**What you are asked to do**:
Search the entries below for the word "lane" and copy every line where it appears.
Input data: Begin
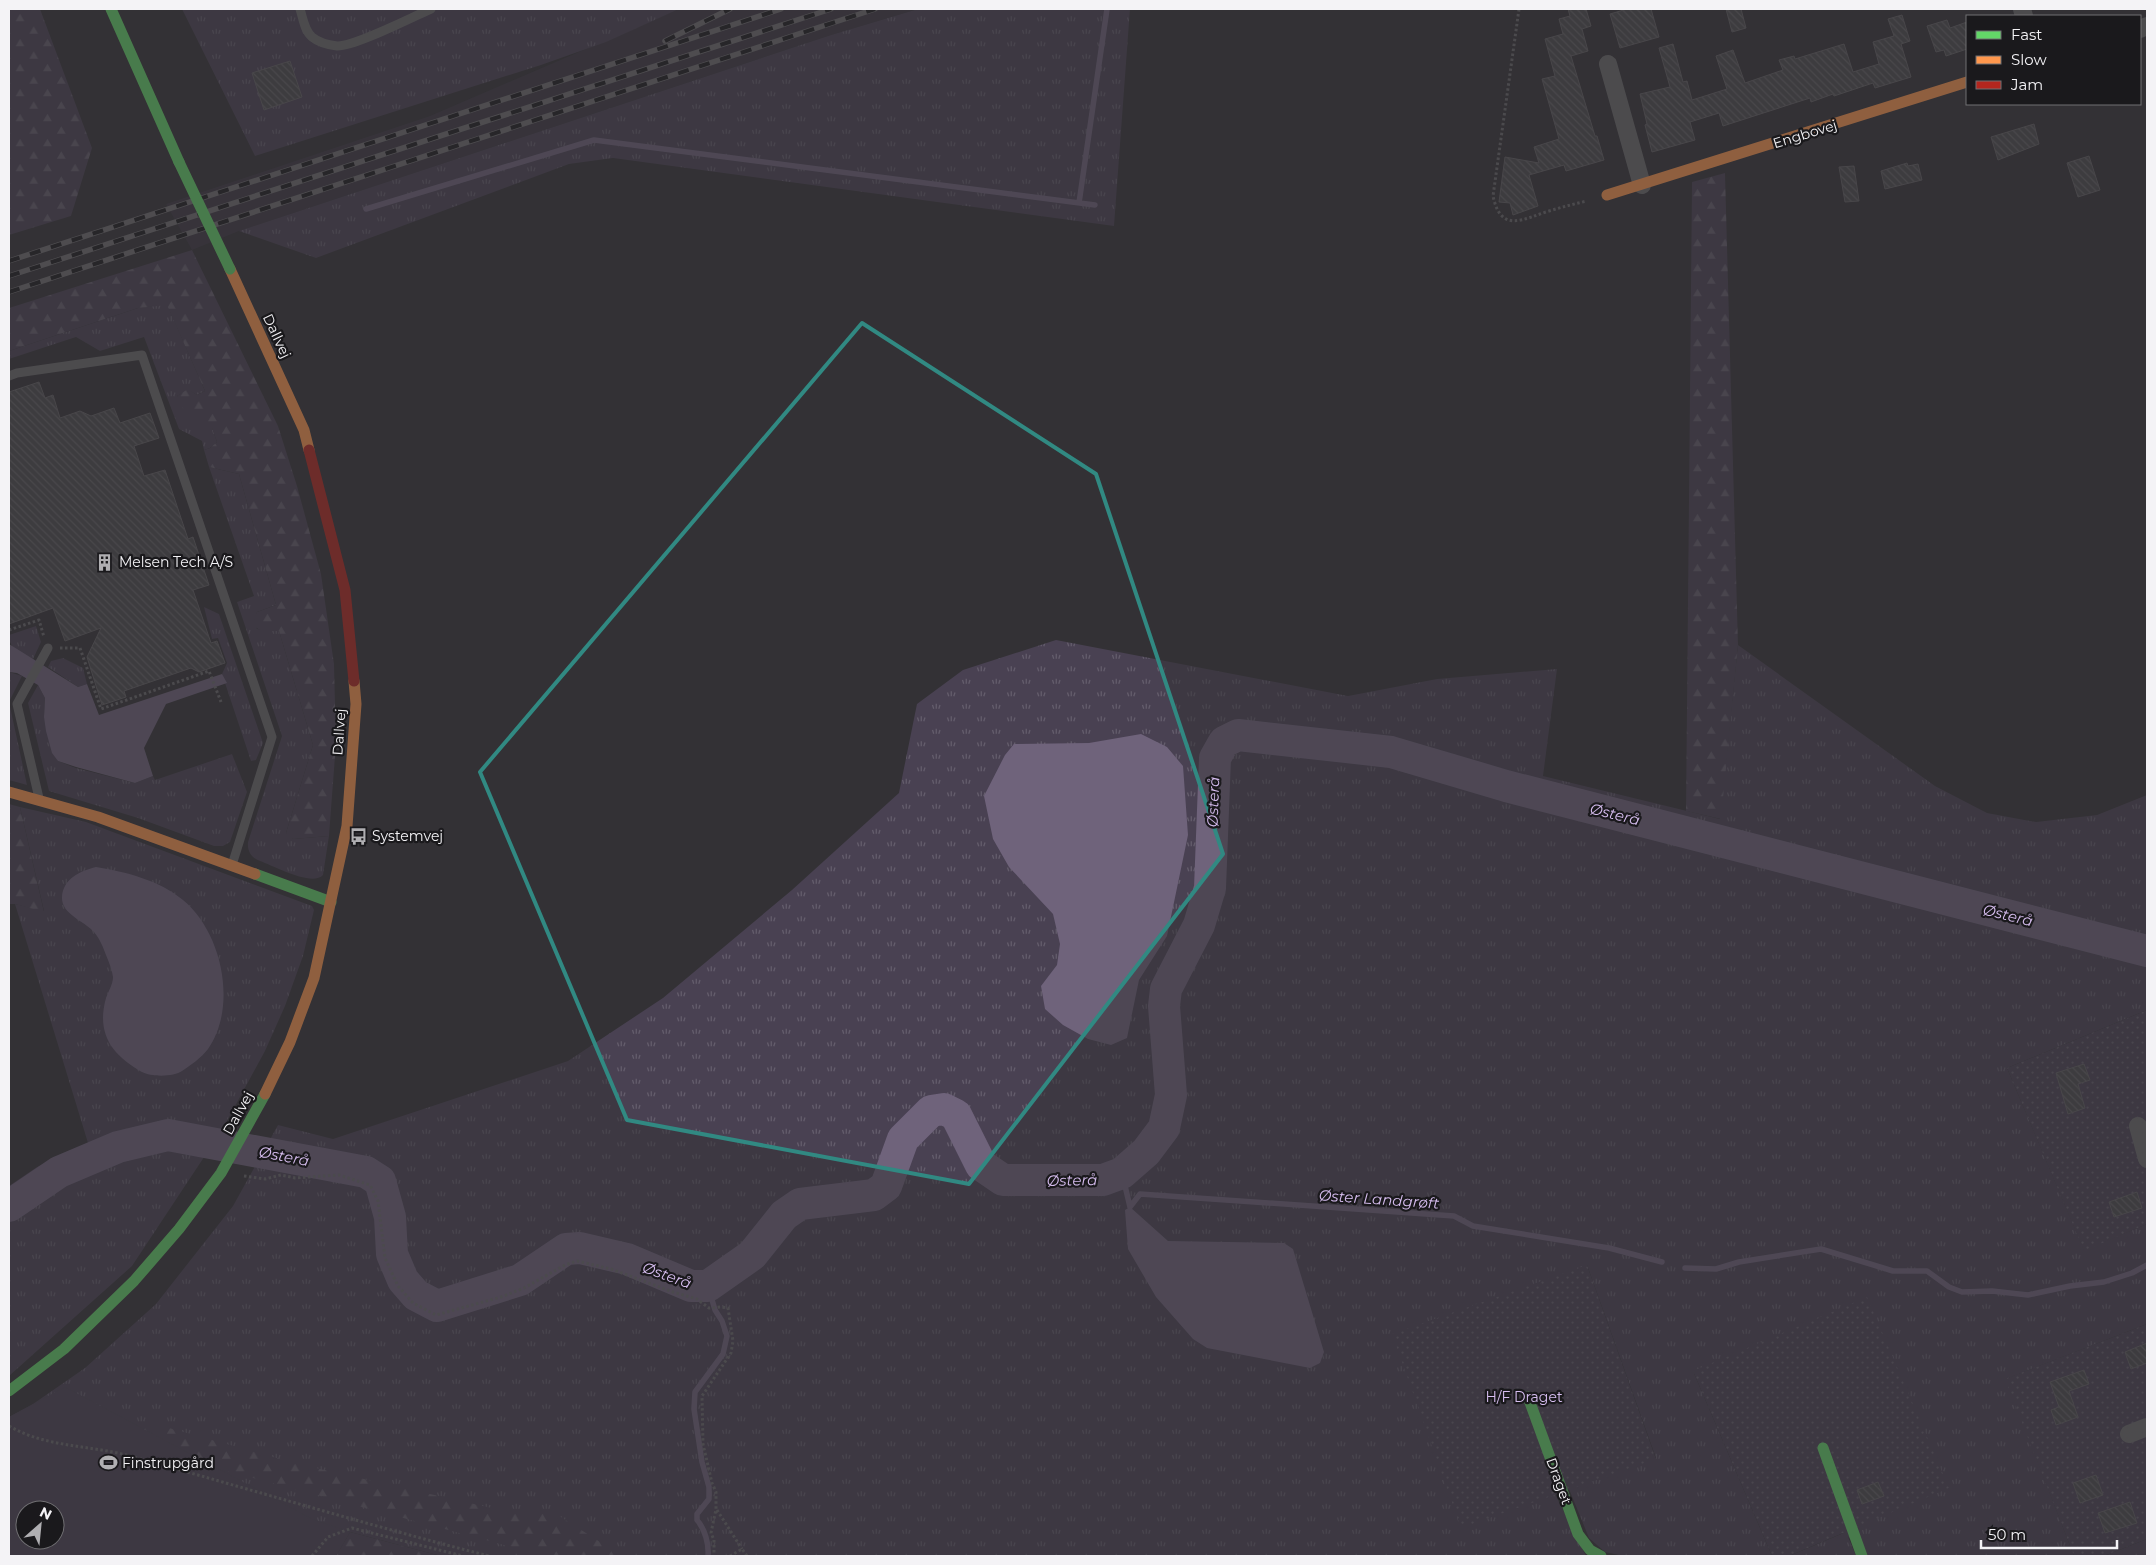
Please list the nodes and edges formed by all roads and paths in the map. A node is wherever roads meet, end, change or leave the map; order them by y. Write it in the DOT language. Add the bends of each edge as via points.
graph roads {
  1 [pos="111,9"];
  2 [pos="300,9"];
  3 [pos="430,9"];
  4 [pos="1519,9"];
  5 [pos="1608,64"];
  6 [pos="1966,82"];
  7 [pos="1642,185"];
  8 [pos="1608,195"];
  9 [pos="9,376"];
  10 [pos="9,630"];
  11 [pos="48,648"];
  12 [pos="221,702"];
  13 [pos="9,792"];
  14 [pos="39,801"];
  15 [pos="231,865"];
  16 [pos="331,902"];
  17 [pos="2138,1126"];
  18 [pos="2147,1159"];
  19 [pos="221,1173"];
  20 [pos="9,1391"];
  21 [pos="1528,1397"];
  22 [pos="9,1426"];
  23 [pos="2147,1427"];
  24 [pos="2129,1434"];
  25 [pos="1823,1448"];
  26 [pos="716,1509"];
  27 [pos="742,1549"];
  28 [pos="312,1556"];
  29 [pos="463,1556"];
  30 [pos="489,1556"];
  31 [pos="714,1556"];
  32 [pos="730,1556"];
  33 [pos="747,1556"];
  34 [pos="1601,1556"];
  35 [pos="1862,1556"];
  1 -- 16 [label="street, Dallvej, bridge" via="304,430 345,590 356,704 347,826"];
  2 -- 3 [label="lane" via="305,28 312,37 338,46 360,40"];
  4 -- 8 [label="path" via="1493,196 1496,210 1510,221 1524,221"];
  5 -- 7 [label="street"];
  6 -- 7 [label="street, Engbovej"];
  7 -- 8 [label="street, Engbovej"];
  9 -- 15 [label="lane" via="142,355 272,737"];
  10 -- 11 [label="path" via="39,620"];
  11 -- 12 [label="path" via="80,648 101,709 209,671"];
  11 -- 14 [label="lane" via="17,704"];
  13 -- 14 [label="street"];
  14 -- 15 [label="street" via="98,817"];
  15 -- 16 [label="street"];
  16 -- 19 [label="street, Dallvej" via="314,978 290,1042 258,1109"];
  17 -- 18 [label="street"];
  19 -- 20 [label="street, Dallvej" via="134,1281 64,1349"];
  19 -- 26 [label="path" via="265,1180 280,1175 295,1178 339,1174 370,1185 378,1201 385,1258 398,1286 413,1303 436,1314 501,1298 578,1261 697,1299 709,1308 728,1308 733,1341 730,1354 702,1396 703,1444 716,1492"];
  21 -- 34 [label="street, Draget" via="1578,1534 1586,1547"];
  22 -- 30 [label="path" via="42,1441 123,1454"];
  23 -- 24 [label="street"];
  25 -- 35 [label="street"];
  26 -- 27 [label="path"];
  26 -- 31 [label="path" via="711,1533"];
  27 -- 32 [label="path"];
  27 -- 33 [label="path"];
  28 -- 29 [label="path" via="328,1537 352,1528"];
}
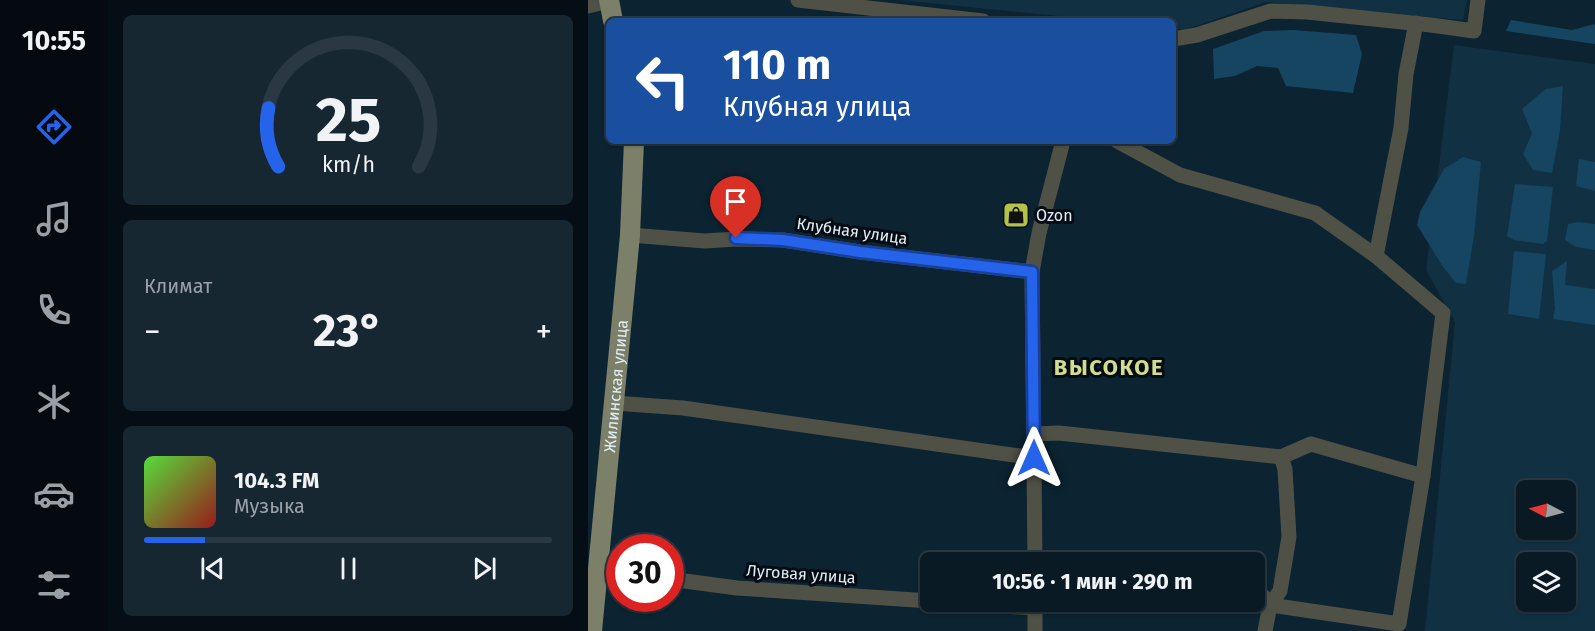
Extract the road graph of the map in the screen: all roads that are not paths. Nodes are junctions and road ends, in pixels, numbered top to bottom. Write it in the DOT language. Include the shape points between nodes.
graph roads {
  1 [pos="798,0"];
  2 [pos="1479,0"];
  3 [pos="609,1"];
  4 [pos="588,6"];
  5 [pos="612,18"];
  6 [pos="957,18"];
  7 [pos="1416,23"];
  8 [pos="1176,38"];
  9 [pos="634,144"];
  10 [pos="1062,144"];
  11 [pos="1123,144"];
  12 [pos="630,235"];
  13 [pos="1376,256"];
  14 [pos="1032,272"];
  15 [pos="614,403"];
  16 [pos="1034,434"];
  17 [pos="1034,458"];
  18 [pos="1281,458"];
  19 [pos="1423,476"];
  20 [pos="1035,552"];
  21 [pos="594,577"];
  22 [pos="684,581"];
  23 [pos="1265,599"];
  24 [pos="920,600"];
  25 [pos="1270,605"];
  26 [pos="1035,612"];
  27 [pos="1399,627"];
  28 [pos="592,631"];
  29 [pos="1035,631"];
  30 [pos="1265,631"];
  1 -- 6 [label="street"];
  2 -- 7 [label="street" via="1474,31"];
  3 -- 4 [label="street"];
  3 -- 5 [label="main road"];
  7 -- 8 [label="street" via="1271,11"];
  7 -- 13 [label="street"];
  9 -- 12 [label="main road, Жилинская улица"];
  10 -- 14 [label="street"];
  11 -- 13 [label="street" via="1180,175 1315,213"];
  12 -- 14 [label="street, Клубная улица" via="705,241 783,240"];
  12 -- 15 [label="main road, Жилинская улица"];
  13 -- 19 [label="street" via="1443,313"];
  14 -- 16 [label="street"];
  15 -- 17 [label="street" via="683,408"];
  15 -- 21 [label="main road, Жилинская улица"];
  16 -- 17 [label="street"];
  16 -- 18 [label="street" via="1059,433"];
  17 -- 20 [label="street"];
  18 -- 19 [label="street" via="1311,444"];
  18 -- 25 [label="street" via="1289,537 1280,591"];
  19 -- 27 [label="street"];
  21 -- 28 [label="main road, Жилинская улица"];
  22 -- 24 [label="street, Луговая улица"];
  23 -- 25 [label="street"];
  25 -- 27 [label="street"];
  25 -- 30 [label="street"];
  26 -- 29 [label="street"];
}
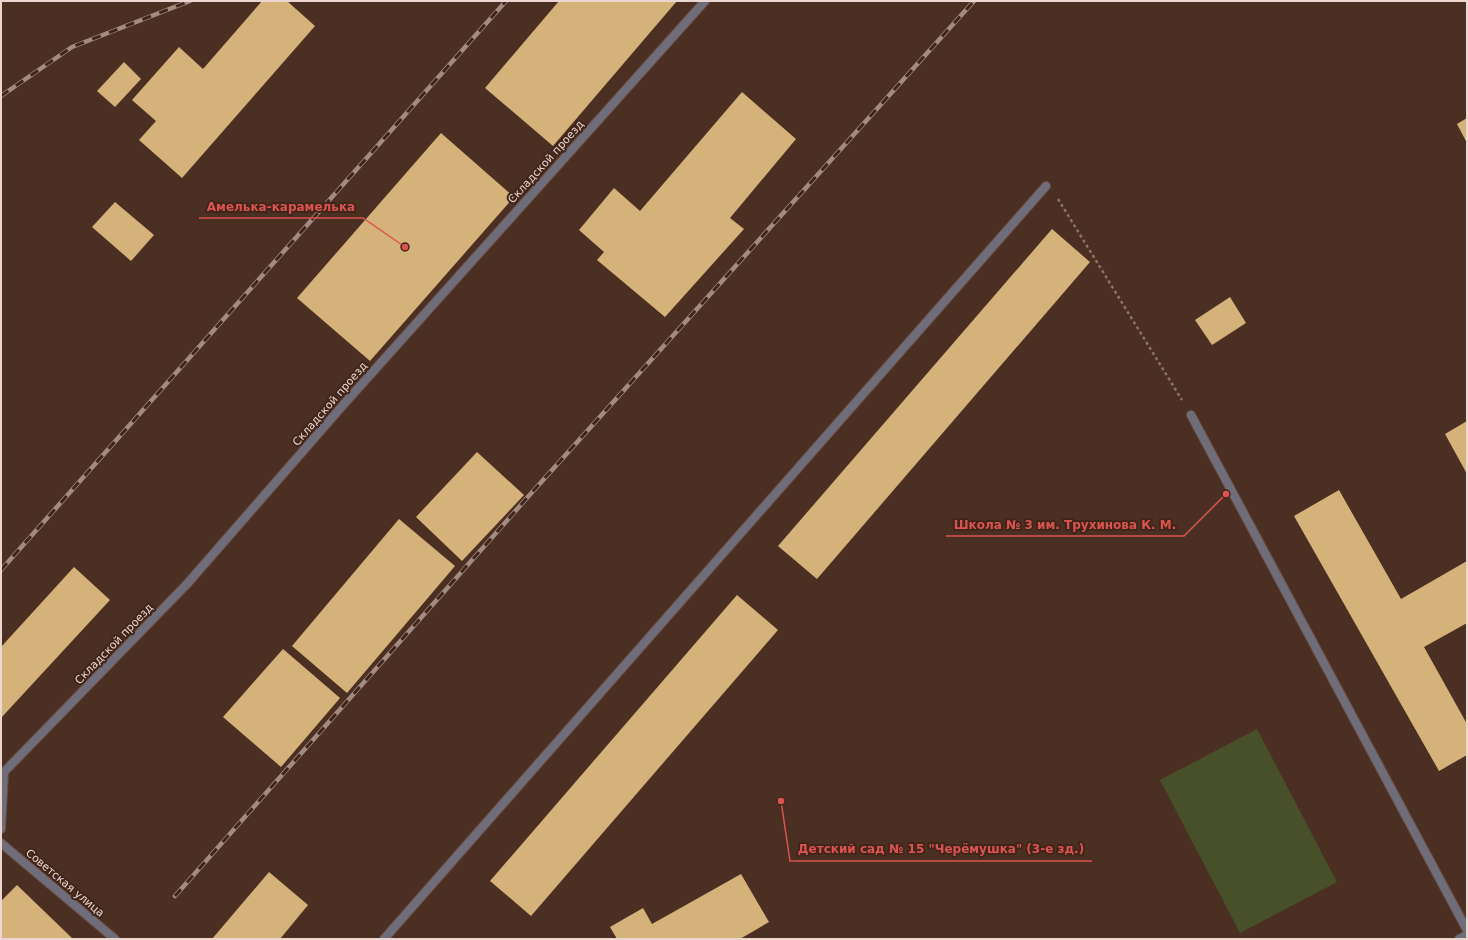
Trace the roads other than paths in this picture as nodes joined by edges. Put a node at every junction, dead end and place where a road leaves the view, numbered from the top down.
1 (704, 1) edge
2 (1046, 186) road end
3 (1190, 414) road end
4 (1, 829) edge
5 (1, 843) edge
6 (1467, 930) edge
7 (1467, 935) edge
8 (115, 939) edge
9 (384, 939) edge
10 (1459, 939) edge

1 - 4 street, Складской проезд
2 - 9 street
3 - 6 street
5 - 8 street, Советская улица
7 - 10 street

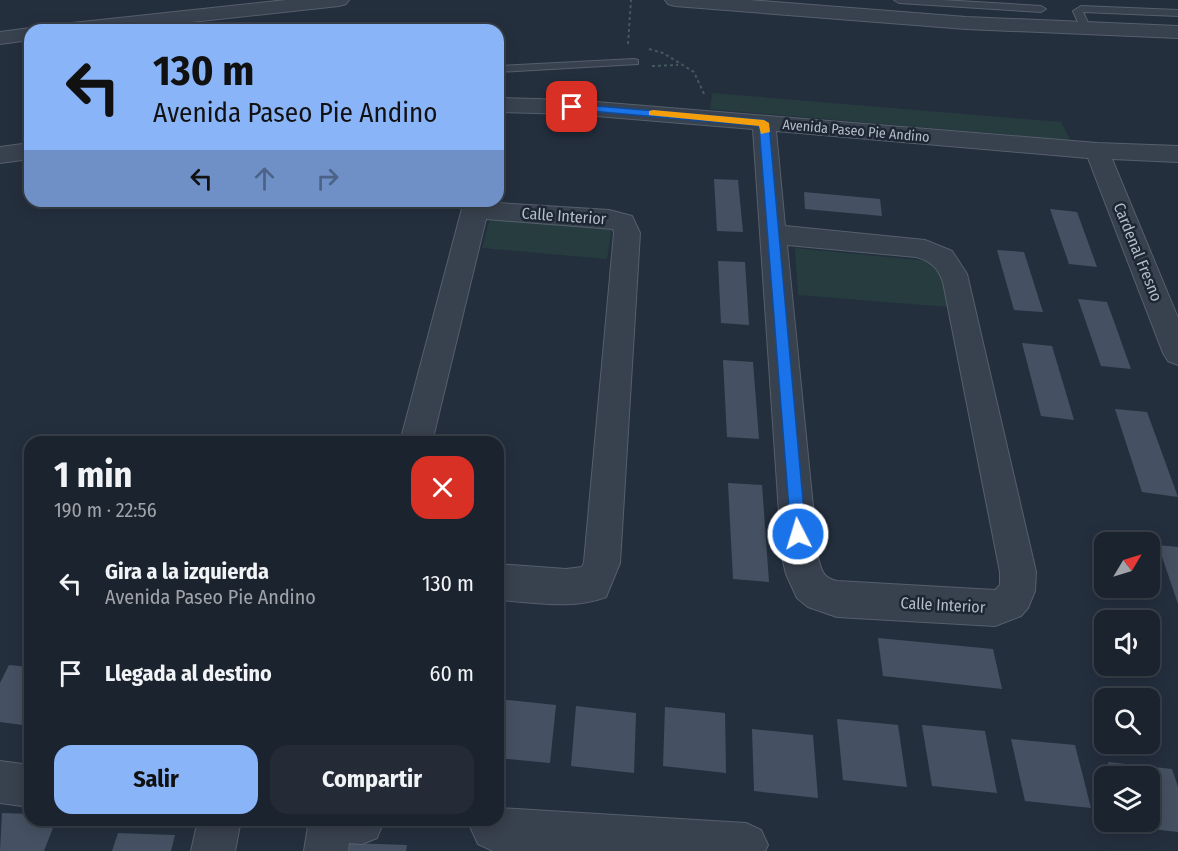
Input data: End
**Task result**:
  2 -- 3 [label="lane" via="305,28 312,37 338,46 360,40"];
  9 -- 15 [label="lane" via="142,355 272,737"];
  11 -- 14 [label="lane" via="17,704"];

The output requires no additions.